_REQUIRED ACTION_: For the listing below, report all lines that hold the word "北京东路".

*** SOURCE RECORDS Section Begins ***

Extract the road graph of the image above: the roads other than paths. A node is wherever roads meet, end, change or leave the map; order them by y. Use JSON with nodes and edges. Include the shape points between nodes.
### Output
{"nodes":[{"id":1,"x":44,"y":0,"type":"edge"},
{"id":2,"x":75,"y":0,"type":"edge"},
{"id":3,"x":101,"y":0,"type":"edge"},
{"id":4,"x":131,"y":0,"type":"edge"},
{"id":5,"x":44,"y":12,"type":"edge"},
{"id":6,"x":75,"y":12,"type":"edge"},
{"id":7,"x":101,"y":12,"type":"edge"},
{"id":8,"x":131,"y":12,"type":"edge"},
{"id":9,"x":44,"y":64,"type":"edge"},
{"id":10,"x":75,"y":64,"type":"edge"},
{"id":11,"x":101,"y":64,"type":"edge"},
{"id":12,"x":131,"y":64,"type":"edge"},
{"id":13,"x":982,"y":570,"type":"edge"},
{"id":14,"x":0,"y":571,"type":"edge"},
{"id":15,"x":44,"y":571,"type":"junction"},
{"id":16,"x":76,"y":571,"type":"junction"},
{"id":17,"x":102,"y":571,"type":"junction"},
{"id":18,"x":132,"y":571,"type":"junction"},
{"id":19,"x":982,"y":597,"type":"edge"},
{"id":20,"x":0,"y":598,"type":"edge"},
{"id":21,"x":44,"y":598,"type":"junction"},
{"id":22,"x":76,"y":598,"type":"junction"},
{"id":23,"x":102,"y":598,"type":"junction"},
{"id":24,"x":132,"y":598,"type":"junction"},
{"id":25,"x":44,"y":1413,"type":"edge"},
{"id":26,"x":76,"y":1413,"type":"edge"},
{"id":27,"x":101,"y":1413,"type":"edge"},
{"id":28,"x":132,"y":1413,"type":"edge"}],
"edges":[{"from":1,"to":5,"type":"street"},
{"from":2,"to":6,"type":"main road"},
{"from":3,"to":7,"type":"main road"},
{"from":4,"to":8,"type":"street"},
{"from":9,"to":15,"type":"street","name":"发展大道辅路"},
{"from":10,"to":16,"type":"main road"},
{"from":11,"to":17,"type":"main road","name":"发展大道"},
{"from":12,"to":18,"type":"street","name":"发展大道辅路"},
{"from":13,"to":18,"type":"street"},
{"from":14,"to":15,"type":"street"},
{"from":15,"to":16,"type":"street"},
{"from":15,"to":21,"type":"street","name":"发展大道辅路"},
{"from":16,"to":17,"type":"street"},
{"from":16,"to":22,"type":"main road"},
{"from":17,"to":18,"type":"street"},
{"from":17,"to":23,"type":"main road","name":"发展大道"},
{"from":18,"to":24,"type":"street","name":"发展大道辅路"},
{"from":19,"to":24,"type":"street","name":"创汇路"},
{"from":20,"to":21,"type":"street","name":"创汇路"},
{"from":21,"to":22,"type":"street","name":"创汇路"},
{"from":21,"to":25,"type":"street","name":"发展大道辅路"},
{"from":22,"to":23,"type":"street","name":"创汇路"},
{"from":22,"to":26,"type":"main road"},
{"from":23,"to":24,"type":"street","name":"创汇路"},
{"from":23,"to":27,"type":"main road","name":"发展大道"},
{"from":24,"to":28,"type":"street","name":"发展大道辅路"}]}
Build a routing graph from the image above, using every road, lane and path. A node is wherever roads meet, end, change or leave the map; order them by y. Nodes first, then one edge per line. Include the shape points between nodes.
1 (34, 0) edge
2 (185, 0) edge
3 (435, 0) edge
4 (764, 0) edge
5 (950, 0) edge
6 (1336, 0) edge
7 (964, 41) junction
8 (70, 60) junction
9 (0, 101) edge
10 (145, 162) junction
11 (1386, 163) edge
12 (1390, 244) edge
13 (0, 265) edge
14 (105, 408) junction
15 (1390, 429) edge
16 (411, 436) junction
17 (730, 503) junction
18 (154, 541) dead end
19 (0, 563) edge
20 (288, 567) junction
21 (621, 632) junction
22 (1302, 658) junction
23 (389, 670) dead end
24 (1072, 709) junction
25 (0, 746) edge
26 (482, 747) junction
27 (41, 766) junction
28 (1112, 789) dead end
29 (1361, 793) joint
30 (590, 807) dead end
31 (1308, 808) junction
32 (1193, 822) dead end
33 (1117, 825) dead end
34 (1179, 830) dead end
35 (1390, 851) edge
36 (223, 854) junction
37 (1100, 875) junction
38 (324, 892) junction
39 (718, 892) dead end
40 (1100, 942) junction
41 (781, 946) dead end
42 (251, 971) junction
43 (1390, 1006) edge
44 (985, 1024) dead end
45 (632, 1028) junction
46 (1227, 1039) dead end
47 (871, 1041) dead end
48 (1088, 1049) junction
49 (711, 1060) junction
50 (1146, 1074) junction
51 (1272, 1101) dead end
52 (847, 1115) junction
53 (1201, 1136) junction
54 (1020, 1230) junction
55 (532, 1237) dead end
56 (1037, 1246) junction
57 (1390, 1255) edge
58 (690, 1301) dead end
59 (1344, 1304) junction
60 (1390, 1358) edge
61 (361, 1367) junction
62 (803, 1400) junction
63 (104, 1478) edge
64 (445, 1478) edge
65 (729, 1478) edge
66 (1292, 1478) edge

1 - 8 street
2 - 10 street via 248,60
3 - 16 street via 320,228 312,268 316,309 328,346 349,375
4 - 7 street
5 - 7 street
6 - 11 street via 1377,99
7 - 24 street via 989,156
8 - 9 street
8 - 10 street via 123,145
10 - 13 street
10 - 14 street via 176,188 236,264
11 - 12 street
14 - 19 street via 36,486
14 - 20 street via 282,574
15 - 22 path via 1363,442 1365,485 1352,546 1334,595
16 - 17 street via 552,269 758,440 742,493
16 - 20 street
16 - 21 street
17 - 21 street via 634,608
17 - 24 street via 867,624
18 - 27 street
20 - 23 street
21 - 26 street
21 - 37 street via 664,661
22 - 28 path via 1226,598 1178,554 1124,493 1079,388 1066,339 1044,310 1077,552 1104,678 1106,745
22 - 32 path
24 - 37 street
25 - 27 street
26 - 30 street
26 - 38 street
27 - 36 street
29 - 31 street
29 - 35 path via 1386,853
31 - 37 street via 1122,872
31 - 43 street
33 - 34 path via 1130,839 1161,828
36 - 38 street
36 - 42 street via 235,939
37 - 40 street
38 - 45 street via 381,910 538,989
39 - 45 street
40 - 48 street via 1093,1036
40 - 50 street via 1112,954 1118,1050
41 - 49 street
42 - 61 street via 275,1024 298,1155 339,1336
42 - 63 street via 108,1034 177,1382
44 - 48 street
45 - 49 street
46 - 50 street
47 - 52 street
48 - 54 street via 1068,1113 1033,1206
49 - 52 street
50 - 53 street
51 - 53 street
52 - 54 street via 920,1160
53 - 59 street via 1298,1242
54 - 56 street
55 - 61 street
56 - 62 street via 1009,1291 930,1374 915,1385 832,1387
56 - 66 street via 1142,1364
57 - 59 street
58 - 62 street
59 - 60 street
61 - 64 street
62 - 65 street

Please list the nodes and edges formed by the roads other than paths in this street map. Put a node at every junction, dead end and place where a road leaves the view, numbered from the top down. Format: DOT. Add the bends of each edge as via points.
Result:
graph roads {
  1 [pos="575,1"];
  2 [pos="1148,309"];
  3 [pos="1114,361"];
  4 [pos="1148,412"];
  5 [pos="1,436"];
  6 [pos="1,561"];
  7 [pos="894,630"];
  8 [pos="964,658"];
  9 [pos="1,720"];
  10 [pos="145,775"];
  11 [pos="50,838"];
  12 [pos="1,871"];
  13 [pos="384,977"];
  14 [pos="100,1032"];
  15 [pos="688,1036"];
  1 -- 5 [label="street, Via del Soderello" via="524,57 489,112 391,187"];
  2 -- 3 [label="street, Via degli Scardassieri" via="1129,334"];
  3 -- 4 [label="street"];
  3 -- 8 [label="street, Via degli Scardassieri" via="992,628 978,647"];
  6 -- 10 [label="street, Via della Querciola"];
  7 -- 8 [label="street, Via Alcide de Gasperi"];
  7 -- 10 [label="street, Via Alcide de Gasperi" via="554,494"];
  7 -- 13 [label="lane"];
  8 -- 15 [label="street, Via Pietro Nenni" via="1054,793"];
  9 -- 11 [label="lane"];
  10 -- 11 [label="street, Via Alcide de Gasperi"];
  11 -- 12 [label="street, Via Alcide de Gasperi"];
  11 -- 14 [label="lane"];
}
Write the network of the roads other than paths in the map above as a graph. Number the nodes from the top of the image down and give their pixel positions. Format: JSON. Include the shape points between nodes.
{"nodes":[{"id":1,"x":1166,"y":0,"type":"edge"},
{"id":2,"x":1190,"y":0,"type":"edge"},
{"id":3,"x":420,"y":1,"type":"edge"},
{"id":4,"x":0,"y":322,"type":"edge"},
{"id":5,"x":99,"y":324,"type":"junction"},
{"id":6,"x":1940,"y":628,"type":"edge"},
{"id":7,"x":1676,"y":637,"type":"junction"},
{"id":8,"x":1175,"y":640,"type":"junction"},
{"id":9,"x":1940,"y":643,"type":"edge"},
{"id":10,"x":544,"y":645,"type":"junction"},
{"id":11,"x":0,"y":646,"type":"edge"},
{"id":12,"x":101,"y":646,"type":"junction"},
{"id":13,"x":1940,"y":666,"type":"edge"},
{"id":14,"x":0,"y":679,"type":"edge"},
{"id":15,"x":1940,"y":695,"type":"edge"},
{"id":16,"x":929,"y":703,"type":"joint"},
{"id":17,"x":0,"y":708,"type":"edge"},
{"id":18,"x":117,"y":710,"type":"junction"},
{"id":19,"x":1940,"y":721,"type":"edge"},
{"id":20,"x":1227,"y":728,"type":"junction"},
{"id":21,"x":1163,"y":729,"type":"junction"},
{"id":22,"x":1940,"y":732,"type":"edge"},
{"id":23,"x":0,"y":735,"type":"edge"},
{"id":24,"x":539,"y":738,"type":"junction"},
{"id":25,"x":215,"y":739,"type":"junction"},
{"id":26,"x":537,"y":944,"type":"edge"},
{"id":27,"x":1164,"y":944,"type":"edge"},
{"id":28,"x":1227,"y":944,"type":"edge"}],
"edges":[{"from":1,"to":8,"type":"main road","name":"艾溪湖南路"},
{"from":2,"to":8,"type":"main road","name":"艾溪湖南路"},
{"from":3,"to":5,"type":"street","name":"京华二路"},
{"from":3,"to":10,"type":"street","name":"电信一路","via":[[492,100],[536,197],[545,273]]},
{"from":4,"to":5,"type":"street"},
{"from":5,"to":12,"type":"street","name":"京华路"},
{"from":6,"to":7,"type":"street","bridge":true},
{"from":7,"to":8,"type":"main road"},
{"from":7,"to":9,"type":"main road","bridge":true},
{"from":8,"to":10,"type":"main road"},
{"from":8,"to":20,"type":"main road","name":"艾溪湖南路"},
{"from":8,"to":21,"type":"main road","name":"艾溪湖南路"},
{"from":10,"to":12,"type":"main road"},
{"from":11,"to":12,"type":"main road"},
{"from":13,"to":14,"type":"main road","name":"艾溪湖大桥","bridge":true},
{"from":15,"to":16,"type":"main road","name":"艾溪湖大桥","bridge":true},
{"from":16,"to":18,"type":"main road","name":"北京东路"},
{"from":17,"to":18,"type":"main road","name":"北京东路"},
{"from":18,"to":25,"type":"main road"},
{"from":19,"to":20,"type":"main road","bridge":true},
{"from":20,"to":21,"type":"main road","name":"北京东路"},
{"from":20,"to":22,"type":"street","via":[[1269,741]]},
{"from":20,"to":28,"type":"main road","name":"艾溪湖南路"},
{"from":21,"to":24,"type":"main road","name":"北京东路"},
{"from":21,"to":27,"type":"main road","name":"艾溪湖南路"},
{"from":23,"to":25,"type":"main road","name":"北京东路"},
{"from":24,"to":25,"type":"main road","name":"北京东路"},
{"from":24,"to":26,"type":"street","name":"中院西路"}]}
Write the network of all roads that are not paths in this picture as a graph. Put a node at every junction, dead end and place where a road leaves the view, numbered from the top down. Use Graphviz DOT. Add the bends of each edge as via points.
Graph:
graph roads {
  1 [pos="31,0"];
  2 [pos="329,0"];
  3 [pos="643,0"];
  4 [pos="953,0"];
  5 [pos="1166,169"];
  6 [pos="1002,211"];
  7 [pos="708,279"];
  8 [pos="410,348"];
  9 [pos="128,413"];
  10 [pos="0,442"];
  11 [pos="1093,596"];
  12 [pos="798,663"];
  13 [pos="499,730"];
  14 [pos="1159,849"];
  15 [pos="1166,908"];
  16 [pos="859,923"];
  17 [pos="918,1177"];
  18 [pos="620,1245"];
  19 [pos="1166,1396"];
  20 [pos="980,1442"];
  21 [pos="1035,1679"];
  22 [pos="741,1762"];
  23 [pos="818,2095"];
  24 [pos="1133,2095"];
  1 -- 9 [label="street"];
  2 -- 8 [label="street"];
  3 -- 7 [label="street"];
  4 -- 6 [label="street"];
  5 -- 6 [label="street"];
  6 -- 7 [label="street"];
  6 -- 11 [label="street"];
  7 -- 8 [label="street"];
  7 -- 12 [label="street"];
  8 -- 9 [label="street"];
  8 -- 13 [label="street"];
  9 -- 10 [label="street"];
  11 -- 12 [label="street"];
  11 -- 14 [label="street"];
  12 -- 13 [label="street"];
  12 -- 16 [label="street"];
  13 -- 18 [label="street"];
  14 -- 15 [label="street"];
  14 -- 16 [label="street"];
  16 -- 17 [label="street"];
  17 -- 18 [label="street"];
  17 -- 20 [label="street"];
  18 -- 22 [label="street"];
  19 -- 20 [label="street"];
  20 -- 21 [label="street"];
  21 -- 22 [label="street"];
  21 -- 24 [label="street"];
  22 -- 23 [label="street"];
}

*** SOURCE RECORDS Section Ends ***

_ANSWER FOR THE TASK_:
{"from":16,"to":18,"type":"main road","name":"北京东路"},
{"from":17,"to":18,"type":"main road","name":"北京东路"},
{"from":20,"to":21,"type":"main road","name":"北京东路"},
{"from":21,"to":24,"type":"main road","name":"北京东路"},
{"from":23,"to":25,"type":"main road","name":"北京东路"},
{"from":24,"to":25,"type":"main road","name":"北京东路"},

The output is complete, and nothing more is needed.